[Bounding boxes with keypoints]
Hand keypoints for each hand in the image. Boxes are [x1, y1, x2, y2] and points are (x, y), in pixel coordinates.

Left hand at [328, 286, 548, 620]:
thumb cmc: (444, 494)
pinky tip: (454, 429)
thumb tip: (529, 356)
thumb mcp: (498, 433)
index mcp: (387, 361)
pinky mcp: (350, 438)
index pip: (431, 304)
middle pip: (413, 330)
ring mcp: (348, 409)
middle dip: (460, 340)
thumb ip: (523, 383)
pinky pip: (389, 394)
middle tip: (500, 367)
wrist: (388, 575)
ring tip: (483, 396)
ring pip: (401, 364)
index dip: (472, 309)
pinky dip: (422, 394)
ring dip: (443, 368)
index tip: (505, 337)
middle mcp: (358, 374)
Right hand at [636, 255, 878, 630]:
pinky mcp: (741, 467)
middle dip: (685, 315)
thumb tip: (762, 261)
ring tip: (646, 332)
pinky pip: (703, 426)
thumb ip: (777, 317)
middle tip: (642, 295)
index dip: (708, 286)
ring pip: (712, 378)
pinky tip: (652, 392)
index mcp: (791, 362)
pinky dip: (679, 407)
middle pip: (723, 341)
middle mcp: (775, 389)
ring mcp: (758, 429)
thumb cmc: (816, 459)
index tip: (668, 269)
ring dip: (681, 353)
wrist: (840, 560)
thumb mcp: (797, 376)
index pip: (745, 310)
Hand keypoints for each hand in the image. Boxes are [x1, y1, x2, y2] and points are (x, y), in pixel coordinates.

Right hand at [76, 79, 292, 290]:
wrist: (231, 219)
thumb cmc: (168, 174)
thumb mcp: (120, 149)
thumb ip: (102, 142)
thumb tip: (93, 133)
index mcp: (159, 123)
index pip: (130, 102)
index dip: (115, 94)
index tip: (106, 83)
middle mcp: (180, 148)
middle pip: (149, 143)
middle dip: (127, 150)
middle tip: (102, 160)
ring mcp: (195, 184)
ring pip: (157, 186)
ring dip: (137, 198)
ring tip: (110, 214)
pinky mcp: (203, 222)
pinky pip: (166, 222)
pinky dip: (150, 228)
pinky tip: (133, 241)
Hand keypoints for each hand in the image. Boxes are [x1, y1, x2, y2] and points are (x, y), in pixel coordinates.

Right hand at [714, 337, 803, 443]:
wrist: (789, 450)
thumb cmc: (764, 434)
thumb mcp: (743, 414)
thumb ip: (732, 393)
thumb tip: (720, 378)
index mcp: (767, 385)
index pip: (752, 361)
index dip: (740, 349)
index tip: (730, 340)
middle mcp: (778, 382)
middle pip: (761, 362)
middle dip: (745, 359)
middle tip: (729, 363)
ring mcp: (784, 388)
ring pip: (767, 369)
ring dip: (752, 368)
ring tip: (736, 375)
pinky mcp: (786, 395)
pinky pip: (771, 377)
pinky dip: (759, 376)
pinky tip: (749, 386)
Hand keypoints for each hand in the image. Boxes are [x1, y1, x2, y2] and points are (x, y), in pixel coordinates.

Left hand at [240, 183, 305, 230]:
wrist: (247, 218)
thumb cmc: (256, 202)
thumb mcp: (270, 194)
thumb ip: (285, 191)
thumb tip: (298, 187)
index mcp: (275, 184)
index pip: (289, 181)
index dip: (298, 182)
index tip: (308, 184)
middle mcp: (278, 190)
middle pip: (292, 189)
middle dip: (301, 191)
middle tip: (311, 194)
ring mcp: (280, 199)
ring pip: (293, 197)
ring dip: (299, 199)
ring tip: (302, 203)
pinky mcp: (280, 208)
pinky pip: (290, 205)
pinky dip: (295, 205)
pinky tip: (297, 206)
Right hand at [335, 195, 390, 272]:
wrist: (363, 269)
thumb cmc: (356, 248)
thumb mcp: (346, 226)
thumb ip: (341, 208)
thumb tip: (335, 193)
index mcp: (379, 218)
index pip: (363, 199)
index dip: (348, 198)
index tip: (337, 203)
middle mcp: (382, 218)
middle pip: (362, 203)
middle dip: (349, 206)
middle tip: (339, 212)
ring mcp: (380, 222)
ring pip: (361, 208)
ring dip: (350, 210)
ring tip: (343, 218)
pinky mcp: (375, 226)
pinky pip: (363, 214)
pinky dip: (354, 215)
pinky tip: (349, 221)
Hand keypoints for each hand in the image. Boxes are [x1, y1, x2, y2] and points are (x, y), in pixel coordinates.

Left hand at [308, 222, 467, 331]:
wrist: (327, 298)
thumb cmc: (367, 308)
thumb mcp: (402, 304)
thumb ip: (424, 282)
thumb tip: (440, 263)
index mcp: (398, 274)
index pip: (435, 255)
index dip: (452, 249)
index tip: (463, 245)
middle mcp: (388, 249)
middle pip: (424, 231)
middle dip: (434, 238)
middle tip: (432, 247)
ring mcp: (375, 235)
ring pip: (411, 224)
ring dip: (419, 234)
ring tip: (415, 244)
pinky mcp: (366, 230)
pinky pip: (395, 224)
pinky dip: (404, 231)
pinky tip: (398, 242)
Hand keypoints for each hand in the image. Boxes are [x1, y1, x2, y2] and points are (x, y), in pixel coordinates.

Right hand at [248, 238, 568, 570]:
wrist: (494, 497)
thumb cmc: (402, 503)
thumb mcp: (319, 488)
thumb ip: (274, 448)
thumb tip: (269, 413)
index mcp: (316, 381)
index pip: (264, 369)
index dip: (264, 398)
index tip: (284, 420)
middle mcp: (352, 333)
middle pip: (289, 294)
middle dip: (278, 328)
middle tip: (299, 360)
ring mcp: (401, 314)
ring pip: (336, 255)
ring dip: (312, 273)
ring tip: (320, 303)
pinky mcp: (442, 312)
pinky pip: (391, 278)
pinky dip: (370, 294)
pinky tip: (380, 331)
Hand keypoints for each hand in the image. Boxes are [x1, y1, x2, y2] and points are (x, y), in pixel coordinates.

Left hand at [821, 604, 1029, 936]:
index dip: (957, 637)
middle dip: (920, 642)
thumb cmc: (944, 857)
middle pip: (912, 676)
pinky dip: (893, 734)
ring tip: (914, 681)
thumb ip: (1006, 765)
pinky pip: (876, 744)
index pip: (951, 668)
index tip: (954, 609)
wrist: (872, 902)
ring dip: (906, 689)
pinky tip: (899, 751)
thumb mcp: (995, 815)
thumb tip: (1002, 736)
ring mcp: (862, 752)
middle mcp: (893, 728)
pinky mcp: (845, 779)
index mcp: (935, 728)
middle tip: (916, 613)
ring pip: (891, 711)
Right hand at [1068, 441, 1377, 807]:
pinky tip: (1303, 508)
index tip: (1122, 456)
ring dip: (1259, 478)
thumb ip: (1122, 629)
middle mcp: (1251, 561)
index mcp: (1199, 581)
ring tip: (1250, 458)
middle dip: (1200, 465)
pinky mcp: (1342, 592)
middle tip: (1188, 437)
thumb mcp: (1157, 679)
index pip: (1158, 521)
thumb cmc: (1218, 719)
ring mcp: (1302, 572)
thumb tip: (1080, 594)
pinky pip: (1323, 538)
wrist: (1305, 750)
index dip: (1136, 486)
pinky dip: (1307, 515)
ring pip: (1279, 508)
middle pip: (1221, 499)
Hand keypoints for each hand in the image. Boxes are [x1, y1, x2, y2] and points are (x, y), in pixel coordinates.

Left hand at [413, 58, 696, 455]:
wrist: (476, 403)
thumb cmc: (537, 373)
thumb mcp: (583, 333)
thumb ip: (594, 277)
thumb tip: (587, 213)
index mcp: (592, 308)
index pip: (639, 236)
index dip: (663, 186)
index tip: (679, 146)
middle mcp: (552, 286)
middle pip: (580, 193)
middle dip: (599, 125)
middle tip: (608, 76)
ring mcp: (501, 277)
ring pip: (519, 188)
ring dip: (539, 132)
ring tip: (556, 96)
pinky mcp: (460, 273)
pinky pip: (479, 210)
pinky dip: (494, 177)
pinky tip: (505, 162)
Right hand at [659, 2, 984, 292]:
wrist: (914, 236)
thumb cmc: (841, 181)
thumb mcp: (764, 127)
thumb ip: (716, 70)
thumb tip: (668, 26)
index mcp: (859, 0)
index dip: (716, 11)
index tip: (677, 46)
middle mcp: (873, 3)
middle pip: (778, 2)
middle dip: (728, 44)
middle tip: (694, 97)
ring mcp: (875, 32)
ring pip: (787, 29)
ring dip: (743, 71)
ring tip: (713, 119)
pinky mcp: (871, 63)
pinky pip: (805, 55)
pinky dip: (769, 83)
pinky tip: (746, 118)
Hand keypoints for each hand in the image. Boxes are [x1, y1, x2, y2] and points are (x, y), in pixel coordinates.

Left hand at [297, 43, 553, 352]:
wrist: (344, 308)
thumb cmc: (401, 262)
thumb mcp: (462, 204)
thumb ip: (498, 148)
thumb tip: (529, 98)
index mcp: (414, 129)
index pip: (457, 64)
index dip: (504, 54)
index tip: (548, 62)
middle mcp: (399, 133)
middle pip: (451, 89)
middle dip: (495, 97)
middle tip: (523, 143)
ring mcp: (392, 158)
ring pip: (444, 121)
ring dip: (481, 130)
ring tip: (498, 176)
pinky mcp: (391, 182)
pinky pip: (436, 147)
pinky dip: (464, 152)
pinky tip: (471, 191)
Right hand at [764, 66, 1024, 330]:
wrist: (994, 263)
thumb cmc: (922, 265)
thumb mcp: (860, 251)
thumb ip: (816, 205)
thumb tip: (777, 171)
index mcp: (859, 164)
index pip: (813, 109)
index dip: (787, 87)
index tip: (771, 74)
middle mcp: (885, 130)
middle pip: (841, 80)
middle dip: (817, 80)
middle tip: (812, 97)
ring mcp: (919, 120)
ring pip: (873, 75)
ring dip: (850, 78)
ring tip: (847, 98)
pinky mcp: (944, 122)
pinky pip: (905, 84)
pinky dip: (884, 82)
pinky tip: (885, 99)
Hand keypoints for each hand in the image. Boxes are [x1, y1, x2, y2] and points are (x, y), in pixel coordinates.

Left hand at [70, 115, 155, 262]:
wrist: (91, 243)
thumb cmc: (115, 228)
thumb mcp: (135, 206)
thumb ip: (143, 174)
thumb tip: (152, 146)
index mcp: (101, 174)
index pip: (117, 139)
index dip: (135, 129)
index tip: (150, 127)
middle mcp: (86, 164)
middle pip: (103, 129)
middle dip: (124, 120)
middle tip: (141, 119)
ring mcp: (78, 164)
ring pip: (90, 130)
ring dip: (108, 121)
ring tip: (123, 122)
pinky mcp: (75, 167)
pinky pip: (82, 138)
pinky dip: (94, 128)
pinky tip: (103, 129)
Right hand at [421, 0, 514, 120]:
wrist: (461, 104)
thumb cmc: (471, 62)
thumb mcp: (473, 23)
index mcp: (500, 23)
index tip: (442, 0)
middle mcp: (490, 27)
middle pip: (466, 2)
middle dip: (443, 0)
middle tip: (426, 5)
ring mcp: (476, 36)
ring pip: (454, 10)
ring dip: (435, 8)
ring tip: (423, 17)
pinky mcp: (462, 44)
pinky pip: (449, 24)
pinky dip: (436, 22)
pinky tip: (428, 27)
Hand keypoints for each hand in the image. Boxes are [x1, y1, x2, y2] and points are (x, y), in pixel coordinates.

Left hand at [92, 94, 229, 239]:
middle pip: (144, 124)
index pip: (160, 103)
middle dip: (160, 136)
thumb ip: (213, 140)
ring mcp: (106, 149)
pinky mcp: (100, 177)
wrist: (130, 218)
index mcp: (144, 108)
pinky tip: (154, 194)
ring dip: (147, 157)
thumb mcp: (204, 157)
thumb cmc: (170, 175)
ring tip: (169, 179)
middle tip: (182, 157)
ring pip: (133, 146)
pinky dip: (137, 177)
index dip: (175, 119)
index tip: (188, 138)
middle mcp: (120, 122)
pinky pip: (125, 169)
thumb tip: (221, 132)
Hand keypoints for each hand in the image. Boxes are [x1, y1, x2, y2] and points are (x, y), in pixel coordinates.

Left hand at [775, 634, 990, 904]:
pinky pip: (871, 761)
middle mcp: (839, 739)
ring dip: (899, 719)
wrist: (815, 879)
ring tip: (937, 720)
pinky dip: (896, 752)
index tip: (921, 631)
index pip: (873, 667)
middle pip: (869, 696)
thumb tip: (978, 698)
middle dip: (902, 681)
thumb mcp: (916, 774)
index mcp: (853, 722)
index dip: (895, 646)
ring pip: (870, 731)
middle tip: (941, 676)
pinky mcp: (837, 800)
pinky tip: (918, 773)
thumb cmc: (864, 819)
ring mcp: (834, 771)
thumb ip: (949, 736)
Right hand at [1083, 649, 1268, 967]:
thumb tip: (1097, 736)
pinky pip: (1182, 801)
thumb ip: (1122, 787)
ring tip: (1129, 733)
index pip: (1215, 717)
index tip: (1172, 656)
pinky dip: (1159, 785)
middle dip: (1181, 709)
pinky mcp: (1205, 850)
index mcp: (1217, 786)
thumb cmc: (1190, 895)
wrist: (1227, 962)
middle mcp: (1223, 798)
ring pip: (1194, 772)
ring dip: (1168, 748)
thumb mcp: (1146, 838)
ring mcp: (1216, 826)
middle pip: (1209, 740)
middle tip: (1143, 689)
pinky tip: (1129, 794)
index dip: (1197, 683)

- [EXERCISE PROMPT] From the data above, return every line from the line that has "pinky mcp: (837, 800)" up to and including the line that has "thumb cmc: (1190, 895)", exactly.

- [TASK RESPONSE]
pinky mcp: (837, 800)
pinky tip: (918, 773)
thumb cmc: (864, 819)
ring mcp: (834, 771)
thumb ip: (949, 736)
Right hand at [1083, 649, 1268, 967]:
thumb tip: (1097, 736)
pinky pip: (1182, 801)
thumb ip: (1122, 787)
ring tip: (1129, 733)
index pip: (1215, 717)
index tip: (1172, 656)
pinky dip: (1159, 785)
middle dip: (1181, 709)
pinky mcp: (1205, 850)
index mcp: (1217, 786)
thumb cmc: (1190, 895)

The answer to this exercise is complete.